Your answer should be an exact copy of all the entries, free of pictures.

══ Data provided

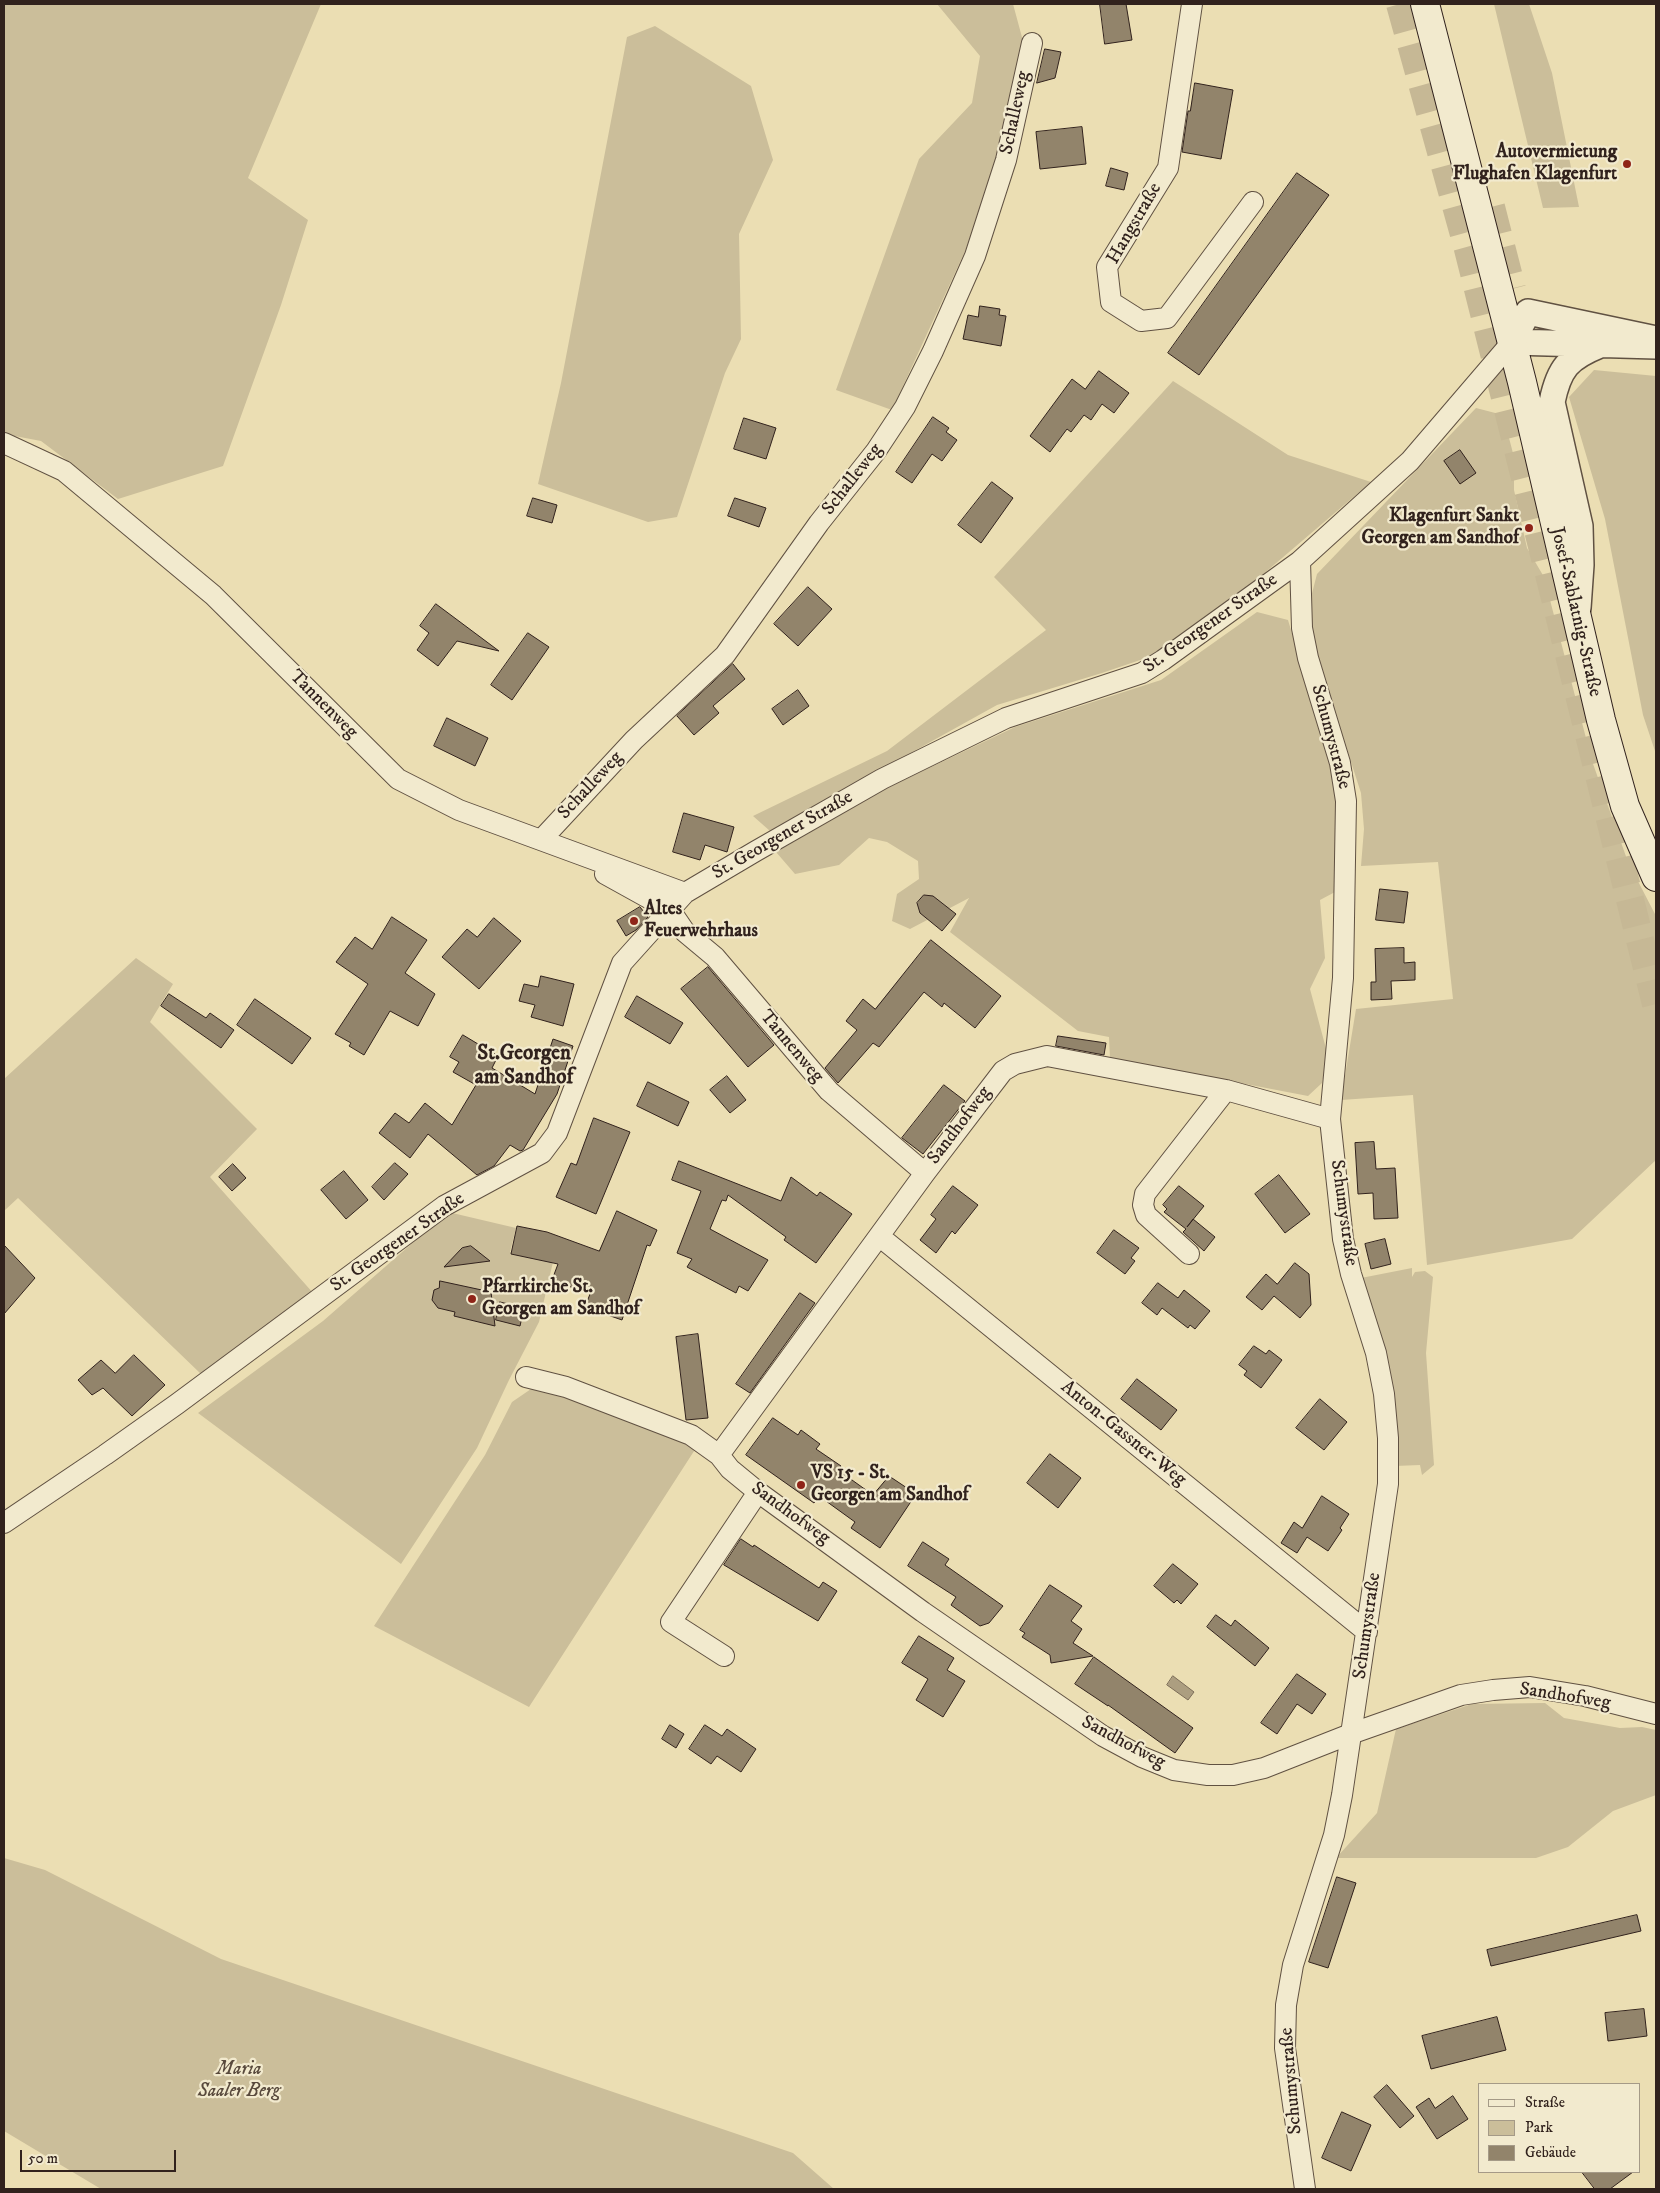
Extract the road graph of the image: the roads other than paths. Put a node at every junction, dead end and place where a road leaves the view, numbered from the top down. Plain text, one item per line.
1 (1192, 4) edge
2 (1425, 4) edge
3 (1032, 43) dead end
4 (1253, 202) dead end
5 (1656, 339) edge
6 (1512, 342) junction
7 (1600, 345) junction
8 (1656, 346) edge
9 (4, 442) edge
10 (1300, 561) junction
11 (1577, 620) junction
12 (542, 839) junction
13 (1656, 876) edge
14 (685, 894) junction
15 (670, 910) junction
16 (1226, 1090) junction
17 (1330, 1119) junction
18 (925, 1173) junction
19 (879, 1236) junction
20 (1189, 1254) dead end
21 (526, 1377) dead end
22 (719, 1454) junction
23 (758, 1492) junction
24 (4, 1523) edge
25 (1367, 1632) junction
26 (724, 1656) dead end
27 (1656, 1714) edge
28 (1352, 1733) junction
29 (1305, 2189) edge

1 - 4 street, Hangstraße
2 - 6 main road, Josef-Sablatnig-Straße
3 - 12 street, Schalleweg
5 - 6 street
6 - 7 street
6 - 10 street
6 - 11 main road, Josef-Sablatnig-Straße
7 - 8 street
7 - 11 street
9 - 12 street, Tannenweg
10 - 14 street, St. Georgener Straße
10 - 17 street, Schumystraße
11 - 13 main road, Josef-Sablatnig-Straße
12 - 14 street, Tannenweg
12 - 15 street
14 - 15 street, St. Georgener Straße
15 - 18 street, Tannenweg
15 - 24 street, St. Georgener Straße
16 - 17 street, Sandhofweg
16 - 18 street, Sandhofweg
16 - 20 street
17 - 25 street, Schumystraße
18 - 19 street, Sandhofweg
19 - 22 street, Sandhofweg
19 - 25 street, Anton-Gassner-Weg
21 - 22 street, Sandhofweg
22 - 23 street, Sandhofweg
23 - 26 street
23 - 28 street, Sandhofweg
25 - 28 street, Schumystraße
27 - 28 street, Sandhofweg
28 - 29 street, Schumystraße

════

Solution to this task:
Extract the road graph of the image: the roads other than paths. Put a node at every junction, dead end and place where a road leaves the view, numbered from the top down. Plain text, one item per line.
1 (1192, 4) edge
2 (1425, 4) edge
3 (1032, 43) dead end
4 (1253, 202) dead end
5 (1656, 339) edge
6 (1512, 342) junction
7 (1600, 345) junction
8 (1656, 346) edge
9 (4, 442) edge
10 (1300, 561) junction
11 (1577, 620) junction
12 (542, 839) junction
13 (1656, 876) edge
14 (685, 894) junction
15 (670, 910) junction
16 (1226, 1090) junction
17 (1330, 1119) junction
18 (925, 1173) junction
19 (879, 1236) junction
20 (1189, 1254) dead end
21 (526, 1377) dead end
22 (719, 1454) junction
23 (758, 1492) junction
24 (4, 1523) edge
25 (1367, 1632) junction
26 (724, 1656) dead end
27 (1656, 1714) edge
28 (1352, 1733) junction
29 (1305, 2189) edge

1 - 4 street, Hangstraße
2 - 6 main road, Josef-Sablatnig-Straße
3 - 12 street, Schalleweg
5 - 6 street
6 - 7 street
6 - 10 street
6 - 11 main road, Josef-Sablatnig-Straße
7 - 8 street
7 - 11 street
9 - 12 street, Tannenweg
10 - 14 street, St. Georgener Straße
10 - 17 street, Schumystraße
11 - 13 main road, Josef-Sablatnig-Straße
12 - 14 street, Tannenweg
12 - 15 street
14 - 15 street, St. Georgener Straße
15 - 18 street, Tannenweg
15 - 24 street, St. Georgener Straße
16 - 17 street, Sandhofweg
16 - 18 street, Sandhofweg
16 - 20 street
17 - 25 street, Schumystraße
18 - 19 street, Sandhofweg
19 - 22 street, Sandhofweg
19 - 25 street, Anton-Gassner-Weg
21 - 22 street, Sandhofweg
22 - 23 street, Sandhofweg
23 - 26 street
23 - 28 street, Sandhofweg
25 - 28 street, Schumystraße
27 - 28 street, Sandhofweg
28 - 29 street, Schumystraße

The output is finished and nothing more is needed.